:: Dataset entries ::

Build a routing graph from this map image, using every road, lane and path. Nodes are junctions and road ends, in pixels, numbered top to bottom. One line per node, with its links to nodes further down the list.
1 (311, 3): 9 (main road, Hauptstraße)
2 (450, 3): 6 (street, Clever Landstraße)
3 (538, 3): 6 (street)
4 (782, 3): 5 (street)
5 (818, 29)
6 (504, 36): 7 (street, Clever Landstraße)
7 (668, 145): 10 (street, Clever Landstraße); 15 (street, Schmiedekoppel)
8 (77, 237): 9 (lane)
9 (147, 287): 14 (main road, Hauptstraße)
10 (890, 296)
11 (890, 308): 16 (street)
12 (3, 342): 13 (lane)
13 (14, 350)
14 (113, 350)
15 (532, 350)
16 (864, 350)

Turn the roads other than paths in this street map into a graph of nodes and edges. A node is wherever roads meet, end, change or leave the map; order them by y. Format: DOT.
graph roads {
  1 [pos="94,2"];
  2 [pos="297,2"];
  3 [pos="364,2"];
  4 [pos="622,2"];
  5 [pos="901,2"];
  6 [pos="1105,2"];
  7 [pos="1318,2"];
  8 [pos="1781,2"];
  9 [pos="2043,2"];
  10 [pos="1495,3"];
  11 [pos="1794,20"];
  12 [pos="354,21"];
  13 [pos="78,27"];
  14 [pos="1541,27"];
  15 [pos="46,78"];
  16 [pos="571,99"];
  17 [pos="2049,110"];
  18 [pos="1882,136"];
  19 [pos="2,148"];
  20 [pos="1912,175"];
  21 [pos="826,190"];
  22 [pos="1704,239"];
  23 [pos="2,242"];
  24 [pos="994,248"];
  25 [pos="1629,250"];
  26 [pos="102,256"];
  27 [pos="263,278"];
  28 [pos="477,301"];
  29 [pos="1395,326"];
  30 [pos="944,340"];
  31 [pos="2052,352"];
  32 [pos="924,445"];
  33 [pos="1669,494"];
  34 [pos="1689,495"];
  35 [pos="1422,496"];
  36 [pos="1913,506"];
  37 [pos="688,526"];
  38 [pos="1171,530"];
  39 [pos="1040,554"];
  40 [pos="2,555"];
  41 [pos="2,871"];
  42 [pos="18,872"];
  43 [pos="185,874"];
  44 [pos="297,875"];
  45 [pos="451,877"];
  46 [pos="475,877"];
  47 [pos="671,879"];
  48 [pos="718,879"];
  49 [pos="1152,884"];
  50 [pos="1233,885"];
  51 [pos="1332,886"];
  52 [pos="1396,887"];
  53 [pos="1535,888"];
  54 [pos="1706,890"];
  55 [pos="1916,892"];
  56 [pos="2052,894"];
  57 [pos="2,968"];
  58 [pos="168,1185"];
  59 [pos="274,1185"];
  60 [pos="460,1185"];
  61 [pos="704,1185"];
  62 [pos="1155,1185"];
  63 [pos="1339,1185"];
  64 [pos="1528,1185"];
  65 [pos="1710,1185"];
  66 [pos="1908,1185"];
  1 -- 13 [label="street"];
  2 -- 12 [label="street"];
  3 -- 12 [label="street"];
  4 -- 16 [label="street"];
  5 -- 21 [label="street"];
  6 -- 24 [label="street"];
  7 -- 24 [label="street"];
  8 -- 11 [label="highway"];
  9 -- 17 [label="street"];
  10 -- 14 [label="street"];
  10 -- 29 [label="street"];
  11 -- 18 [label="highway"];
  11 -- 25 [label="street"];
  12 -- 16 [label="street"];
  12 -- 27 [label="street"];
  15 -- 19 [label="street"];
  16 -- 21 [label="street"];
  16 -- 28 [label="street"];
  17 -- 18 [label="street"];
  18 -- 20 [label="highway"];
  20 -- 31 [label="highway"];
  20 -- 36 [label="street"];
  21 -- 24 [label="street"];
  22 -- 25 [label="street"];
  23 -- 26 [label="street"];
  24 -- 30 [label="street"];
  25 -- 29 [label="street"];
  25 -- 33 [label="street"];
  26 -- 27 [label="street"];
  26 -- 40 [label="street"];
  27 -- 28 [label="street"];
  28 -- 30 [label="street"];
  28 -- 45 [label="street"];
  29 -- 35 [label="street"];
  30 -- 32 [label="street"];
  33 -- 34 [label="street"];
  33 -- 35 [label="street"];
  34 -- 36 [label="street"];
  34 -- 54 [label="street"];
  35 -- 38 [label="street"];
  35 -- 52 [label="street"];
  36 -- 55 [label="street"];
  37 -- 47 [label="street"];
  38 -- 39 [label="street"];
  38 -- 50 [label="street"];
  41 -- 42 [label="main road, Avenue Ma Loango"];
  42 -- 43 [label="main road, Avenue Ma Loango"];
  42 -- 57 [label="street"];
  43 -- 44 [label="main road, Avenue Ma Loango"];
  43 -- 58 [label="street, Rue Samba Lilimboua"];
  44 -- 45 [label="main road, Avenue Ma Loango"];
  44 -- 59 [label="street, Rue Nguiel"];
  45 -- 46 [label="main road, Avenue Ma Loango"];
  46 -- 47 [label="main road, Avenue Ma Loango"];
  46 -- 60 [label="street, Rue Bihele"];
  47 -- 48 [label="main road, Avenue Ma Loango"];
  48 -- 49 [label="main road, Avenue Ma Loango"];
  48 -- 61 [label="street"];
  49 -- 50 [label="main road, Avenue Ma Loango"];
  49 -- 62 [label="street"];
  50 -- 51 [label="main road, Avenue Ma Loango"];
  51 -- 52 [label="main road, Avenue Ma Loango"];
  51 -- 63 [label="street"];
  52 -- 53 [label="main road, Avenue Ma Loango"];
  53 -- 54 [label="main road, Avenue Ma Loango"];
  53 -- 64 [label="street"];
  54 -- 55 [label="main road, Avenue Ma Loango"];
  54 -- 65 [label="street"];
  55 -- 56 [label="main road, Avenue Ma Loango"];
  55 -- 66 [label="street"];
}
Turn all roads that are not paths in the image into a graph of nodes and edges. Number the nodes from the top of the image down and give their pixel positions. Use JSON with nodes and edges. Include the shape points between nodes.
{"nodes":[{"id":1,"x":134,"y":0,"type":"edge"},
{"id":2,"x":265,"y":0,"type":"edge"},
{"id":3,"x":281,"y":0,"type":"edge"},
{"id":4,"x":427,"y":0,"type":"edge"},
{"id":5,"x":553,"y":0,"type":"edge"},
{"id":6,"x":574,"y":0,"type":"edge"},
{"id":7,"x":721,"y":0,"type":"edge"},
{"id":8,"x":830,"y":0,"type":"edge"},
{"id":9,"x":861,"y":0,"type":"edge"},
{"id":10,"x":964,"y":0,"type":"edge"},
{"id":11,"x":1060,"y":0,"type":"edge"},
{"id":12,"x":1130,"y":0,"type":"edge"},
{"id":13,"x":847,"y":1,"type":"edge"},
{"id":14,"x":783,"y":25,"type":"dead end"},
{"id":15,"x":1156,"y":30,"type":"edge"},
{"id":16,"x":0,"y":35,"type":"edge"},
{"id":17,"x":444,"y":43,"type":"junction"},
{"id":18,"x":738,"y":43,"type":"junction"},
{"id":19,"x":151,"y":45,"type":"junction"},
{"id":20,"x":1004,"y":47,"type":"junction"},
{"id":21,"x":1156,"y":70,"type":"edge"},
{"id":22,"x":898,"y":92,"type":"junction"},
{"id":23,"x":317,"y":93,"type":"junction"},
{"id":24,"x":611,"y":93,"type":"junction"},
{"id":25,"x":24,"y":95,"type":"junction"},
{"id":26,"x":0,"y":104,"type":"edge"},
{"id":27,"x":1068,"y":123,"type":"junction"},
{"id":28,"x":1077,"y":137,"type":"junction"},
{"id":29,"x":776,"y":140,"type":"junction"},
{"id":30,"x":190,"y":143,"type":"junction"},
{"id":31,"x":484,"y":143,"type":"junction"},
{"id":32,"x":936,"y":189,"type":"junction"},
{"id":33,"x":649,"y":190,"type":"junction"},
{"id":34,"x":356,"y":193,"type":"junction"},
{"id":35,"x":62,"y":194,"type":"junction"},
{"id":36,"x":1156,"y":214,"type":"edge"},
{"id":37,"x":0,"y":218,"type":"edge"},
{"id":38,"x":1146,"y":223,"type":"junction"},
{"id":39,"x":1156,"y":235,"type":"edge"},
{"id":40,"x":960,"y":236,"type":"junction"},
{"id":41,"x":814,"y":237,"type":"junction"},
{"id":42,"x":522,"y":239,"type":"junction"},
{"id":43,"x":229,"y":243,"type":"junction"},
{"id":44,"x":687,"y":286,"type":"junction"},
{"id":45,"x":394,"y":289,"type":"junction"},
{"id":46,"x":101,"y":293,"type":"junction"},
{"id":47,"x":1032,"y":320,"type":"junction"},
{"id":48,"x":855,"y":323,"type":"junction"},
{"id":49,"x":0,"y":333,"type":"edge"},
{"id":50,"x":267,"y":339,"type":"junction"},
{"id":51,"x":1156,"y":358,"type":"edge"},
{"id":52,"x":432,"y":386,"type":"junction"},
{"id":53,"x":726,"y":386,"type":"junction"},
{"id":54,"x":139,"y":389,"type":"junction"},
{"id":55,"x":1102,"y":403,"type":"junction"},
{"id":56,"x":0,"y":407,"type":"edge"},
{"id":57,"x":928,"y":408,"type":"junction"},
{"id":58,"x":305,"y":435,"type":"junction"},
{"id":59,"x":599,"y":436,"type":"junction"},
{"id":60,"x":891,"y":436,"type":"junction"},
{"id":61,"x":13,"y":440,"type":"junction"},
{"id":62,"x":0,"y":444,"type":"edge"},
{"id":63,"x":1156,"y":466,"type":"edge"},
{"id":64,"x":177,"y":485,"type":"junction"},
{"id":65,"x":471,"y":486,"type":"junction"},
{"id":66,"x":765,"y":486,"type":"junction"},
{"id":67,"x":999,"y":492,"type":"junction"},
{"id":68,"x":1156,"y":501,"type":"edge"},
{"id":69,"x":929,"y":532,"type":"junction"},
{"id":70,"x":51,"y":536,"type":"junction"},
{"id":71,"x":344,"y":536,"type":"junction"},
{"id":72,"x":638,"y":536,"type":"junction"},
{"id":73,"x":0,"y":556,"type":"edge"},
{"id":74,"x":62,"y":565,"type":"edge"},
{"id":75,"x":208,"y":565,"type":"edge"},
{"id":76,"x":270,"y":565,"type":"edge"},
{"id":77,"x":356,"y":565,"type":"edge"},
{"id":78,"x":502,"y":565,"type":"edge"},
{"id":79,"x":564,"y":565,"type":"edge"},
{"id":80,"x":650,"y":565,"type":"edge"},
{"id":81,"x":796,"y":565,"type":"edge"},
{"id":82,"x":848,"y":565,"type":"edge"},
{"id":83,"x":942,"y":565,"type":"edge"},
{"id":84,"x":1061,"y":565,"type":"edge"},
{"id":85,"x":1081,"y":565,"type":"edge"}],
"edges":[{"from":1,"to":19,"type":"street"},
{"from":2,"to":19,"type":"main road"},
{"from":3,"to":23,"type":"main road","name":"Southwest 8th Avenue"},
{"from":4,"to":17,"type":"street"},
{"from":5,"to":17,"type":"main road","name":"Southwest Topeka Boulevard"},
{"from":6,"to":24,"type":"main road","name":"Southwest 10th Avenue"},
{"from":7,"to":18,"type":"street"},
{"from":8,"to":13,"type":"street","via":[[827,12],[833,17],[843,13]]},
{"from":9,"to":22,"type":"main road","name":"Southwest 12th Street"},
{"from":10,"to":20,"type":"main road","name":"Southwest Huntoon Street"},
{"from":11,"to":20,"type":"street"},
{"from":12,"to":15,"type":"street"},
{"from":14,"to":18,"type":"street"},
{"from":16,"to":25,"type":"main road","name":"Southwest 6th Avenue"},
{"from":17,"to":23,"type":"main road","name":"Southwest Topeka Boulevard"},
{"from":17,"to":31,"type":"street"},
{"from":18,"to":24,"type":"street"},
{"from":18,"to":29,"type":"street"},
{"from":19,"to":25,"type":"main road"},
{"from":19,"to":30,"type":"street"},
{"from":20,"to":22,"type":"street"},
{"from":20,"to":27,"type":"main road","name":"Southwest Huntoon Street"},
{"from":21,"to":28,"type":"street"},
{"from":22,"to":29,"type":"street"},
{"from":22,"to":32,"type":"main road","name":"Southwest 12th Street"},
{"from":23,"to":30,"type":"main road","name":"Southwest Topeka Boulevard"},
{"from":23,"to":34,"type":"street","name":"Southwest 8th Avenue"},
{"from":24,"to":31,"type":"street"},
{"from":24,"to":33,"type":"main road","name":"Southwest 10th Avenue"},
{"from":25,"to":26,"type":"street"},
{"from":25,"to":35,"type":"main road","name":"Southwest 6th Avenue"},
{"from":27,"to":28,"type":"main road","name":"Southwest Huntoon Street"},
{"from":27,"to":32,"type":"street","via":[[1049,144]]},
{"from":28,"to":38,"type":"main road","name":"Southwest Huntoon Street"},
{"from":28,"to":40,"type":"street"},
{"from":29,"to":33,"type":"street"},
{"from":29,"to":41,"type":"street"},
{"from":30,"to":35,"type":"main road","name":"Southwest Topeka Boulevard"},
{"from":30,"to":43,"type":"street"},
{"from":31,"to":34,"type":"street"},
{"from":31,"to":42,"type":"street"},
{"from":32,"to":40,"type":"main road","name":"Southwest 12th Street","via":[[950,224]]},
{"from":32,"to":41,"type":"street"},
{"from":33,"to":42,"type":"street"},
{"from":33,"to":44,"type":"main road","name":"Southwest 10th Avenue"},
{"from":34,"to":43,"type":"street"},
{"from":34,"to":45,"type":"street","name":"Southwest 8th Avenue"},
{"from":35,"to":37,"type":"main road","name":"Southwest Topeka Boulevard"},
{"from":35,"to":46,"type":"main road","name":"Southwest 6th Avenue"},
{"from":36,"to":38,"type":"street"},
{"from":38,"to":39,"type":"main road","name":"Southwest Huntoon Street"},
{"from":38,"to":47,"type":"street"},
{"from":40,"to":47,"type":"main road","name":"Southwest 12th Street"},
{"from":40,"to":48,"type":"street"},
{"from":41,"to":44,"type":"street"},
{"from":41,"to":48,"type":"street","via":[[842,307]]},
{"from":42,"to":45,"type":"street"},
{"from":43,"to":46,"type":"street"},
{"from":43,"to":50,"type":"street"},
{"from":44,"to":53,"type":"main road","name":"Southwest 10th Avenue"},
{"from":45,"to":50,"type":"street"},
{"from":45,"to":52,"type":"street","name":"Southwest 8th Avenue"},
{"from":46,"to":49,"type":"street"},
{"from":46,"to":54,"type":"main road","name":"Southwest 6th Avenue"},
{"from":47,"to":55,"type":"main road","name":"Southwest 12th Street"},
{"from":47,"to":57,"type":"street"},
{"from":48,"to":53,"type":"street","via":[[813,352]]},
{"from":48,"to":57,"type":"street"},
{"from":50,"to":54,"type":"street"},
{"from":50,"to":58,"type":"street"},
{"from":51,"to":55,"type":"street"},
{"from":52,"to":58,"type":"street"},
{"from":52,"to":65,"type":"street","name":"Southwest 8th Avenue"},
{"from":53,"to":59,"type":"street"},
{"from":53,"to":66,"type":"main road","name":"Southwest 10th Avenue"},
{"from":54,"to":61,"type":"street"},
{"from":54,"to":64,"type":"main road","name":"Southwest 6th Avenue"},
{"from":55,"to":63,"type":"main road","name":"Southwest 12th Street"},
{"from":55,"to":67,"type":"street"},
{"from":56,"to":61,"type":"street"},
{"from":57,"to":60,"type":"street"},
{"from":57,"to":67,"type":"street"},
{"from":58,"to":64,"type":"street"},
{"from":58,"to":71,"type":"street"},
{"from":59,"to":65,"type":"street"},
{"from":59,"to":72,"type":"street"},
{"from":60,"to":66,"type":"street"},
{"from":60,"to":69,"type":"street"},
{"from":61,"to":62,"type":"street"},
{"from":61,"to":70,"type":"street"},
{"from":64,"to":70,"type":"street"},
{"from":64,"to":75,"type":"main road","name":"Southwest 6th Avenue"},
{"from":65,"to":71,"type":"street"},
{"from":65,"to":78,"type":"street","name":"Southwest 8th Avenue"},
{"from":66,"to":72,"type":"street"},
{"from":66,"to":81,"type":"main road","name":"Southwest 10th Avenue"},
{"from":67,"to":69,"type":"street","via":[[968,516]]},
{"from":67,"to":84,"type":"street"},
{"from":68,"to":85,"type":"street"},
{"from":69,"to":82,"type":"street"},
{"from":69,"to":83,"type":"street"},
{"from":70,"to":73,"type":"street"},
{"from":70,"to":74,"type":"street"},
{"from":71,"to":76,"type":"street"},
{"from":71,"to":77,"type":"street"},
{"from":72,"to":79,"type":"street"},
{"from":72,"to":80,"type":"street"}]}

:: Exercise directions ::
Look through the material above and pick out each line holding the word "Hauptstraße".

:: Answer section ::
1 (311, 3): 9 (main road, Hauptstraße)
9 (147, 287): 14 (main road, Hauptstraße)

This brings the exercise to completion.